Your objective:
Nothing outside the stretch is wanted. Repeat exactly the lines of the listing below from the one that contains "ring pip: (459, 372)" through the one that contains "index tip: (401, 281)", both ends included.

Given records:
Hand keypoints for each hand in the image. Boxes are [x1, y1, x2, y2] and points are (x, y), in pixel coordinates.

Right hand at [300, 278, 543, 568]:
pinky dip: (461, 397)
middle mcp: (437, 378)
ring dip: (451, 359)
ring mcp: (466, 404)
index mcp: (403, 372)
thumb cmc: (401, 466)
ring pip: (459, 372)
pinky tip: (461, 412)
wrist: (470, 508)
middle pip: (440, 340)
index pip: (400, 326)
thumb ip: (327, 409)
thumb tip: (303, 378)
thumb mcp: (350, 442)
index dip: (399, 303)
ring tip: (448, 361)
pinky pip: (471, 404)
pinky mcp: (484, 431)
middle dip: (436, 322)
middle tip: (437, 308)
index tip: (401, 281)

* * *

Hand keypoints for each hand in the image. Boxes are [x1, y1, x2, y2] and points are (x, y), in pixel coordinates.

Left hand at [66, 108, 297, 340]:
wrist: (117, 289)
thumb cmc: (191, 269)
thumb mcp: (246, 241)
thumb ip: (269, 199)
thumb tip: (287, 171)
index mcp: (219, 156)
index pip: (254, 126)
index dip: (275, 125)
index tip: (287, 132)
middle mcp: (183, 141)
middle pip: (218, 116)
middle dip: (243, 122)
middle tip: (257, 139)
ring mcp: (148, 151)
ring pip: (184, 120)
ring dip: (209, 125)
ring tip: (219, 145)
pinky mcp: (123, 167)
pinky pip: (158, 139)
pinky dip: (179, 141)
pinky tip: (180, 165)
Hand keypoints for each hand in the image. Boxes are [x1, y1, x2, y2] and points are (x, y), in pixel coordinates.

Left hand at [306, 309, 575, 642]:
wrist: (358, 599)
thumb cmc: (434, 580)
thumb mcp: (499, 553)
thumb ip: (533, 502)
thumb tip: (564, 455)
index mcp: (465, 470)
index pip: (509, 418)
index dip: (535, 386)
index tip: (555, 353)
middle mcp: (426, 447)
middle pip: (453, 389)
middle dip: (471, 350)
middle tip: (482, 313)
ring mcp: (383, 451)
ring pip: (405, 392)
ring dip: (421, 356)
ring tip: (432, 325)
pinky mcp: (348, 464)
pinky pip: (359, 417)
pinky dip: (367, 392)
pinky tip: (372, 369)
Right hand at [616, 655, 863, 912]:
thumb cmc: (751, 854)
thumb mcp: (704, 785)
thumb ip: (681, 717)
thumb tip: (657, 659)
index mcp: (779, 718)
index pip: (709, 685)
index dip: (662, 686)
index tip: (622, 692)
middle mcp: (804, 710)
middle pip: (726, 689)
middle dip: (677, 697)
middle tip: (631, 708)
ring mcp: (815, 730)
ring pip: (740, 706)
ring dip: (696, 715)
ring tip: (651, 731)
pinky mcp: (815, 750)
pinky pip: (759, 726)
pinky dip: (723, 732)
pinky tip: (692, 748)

Exercise answer:
ring pip: (459, 372)
pinky tip: (461, 412)
wrist: (470, 508)
middle pip: (440, 340)
index pip: (400, 326)
thumb ip: (327, 409)
thumb tip: (303, 378)
thumb mcp: (350, 442)
index dip: (399, 303)
ring tip: (448, 361)
pinky pip: (471, 404)
pinky mcp: (484, 431)
middle dip: (436, 322)
middle tip: (437, 308)
index tip: (401, 281)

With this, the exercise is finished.